Mais revenons en septembre 1999.
Après avoir quitté Tilly sur Seulles, Yves Godard se dirige vers Saint-Malo où il a réservé un voilier. Il arrive donc au port des Sablons avec ses deux enfants Camille 6 ans et Marius 4 ans, et prend possession du « NICK» chez le loueur. Nous sommes dans l’après-midi du 1er septembre, la marée n’étant pas favorable, le docteur Godard a tout le temps de faire quelques courses dans un supermarché, le détail du ticket de caisse montrera que rien dans ces achats ne permettait d’envisager un long séjour en mer. Le 2 septembre, une vedette des douanes intercepte le « NICK », et un douanier monte à bord comme il est d’usage. Ce douanier trouve l’attitude d’Yves Godard étrange, sans toutefois en comprendre la raison. Depuis le pont du « NICK », il aperçoit dans la cabine une petite fille endormie profondément sur la couchette, et remarque une housse de planche à voile sur le pont.

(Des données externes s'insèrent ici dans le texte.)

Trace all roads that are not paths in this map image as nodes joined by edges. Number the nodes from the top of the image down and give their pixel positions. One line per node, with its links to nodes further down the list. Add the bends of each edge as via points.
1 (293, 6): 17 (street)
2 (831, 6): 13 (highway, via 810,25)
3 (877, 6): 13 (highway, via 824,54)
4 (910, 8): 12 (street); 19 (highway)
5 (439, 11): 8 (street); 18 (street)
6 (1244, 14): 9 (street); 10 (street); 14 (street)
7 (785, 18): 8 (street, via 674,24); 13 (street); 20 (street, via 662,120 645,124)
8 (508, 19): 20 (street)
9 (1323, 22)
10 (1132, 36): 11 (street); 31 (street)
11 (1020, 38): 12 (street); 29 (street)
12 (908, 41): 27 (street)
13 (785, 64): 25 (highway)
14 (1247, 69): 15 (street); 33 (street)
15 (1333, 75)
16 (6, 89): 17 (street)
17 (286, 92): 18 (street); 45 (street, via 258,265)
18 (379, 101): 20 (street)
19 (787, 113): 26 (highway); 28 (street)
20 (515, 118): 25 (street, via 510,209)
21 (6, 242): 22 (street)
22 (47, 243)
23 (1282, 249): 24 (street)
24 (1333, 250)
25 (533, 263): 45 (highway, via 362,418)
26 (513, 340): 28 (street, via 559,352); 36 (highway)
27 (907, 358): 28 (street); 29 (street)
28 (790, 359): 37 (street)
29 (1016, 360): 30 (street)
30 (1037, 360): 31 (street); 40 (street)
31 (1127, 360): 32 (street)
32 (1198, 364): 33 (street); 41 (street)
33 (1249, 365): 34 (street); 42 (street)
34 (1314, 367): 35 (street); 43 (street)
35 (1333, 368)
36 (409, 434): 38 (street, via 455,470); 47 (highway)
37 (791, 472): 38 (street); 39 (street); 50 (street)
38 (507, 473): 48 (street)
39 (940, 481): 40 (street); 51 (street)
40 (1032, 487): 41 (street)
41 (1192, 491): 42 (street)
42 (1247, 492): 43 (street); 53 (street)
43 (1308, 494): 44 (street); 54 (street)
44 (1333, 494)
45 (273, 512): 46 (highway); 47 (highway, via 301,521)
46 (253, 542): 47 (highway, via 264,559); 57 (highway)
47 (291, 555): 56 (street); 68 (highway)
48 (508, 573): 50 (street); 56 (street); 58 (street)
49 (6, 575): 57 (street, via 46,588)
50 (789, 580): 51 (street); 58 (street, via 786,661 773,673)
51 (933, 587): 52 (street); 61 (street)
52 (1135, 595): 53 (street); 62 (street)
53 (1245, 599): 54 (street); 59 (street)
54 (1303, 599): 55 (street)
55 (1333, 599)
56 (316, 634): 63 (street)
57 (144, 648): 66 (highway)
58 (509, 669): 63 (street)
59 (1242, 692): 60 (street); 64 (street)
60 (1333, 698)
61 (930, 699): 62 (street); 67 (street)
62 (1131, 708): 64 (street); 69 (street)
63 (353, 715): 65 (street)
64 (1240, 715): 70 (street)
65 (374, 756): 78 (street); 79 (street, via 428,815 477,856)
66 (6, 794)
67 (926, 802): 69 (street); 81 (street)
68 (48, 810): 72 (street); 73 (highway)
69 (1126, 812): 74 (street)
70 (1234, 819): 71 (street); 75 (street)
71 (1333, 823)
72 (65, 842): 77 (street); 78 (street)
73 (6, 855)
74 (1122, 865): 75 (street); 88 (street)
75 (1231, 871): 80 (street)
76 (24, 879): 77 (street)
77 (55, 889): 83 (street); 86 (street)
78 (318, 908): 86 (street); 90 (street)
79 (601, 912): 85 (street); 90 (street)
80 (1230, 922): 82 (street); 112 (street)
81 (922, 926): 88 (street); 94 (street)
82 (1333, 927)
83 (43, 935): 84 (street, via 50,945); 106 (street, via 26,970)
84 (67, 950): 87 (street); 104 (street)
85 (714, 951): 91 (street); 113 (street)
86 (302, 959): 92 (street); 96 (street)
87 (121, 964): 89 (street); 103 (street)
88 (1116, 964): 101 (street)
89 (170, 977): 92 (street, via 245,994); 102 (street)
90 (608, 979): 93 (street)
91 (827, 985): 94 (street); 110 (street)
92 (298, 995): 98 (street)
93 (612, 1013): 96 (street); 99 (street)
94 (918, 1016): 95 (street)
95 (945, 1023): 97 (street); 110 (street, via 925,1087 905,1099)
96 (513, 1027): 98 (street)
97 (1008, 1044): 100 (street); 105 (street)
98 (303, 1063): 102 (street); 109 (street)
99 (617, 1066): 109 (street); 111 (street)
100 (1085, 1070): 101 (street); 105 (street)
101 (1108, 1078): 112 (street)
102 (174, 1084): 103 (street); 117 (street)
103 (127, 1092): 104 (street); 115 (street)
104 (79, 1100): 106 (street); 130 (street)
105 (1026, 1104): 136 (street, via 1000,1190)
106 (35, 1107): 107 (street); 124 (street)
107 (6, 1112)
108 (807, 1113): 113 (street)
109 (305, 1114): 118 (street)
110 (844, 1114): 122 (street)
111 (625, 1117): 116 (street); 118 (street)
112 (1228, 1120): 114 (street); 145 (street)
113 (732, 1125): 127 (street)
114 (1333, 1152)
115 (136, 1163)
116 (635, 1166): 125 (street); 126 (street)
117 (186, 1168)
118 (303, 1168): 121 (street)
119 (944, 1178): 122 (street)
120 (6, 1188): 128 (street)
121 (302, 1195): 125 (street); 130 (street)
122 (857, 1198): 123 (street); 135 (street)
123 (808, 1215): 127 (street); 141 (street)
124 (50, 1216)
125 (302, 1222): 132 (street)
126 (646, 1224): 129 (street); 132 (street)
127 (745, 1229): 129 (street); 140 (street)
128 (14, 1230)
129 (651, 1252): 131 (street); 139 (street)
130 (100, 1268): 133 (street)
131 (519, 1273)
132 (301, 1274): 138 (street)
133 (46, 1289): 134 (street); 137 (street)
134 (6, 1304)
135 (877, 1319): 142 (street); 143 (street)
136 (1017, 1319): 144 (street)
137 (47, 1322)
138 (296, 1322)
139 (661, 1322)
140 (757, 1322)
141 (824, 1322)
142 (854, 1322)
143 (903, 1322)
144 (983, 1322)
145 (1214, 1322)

En remontant sur la vedette des douanes il dira « on dirait un type qui a balancé sa femme par-dessus bord ». Edifiant !!! Aujourd’hui encore ce douanier se reproche de n’avoir pas suffisamment exploré le « NICK », comment ne pas le comprendre ?
Le 3 septembre, le Dr Godard à bord de la minuscule annexe du voilier, accostera dans le petit port de l’anse de Bréhec, et achètera des gaufres pour ses 2 enfants à la petite marchande qui rapportera ce fait aux enquêteurs. Ensuite et jusqu’au 5 septembre, plusieurs témoins assureront avoir vu le « NICK » au mouillage à la pointe de Minard, certains auraient aperçus les occupants, d’autres seulement le voilier déserté.
En tout état de cause, après cette date, en France, plus personne ne reverra les occupants du voilier, mis à part un témoin qui attesterait avoir vu un homme avec deux enfants près de l’embarcadère des ferries du port de Roscoff où s’effectuent des rotations quotidiennes en direction de l’Angleterre et de l’Irlande. Etrange, très étrange, car plus tard, une mystérieuse correspondante anonyme, fera parvenir deux lettres attestant de la présence d’Yves Godard et de ses deux enfants successivement sur l’île de Man en mer d’Irlande et de Lewis en Ecosse.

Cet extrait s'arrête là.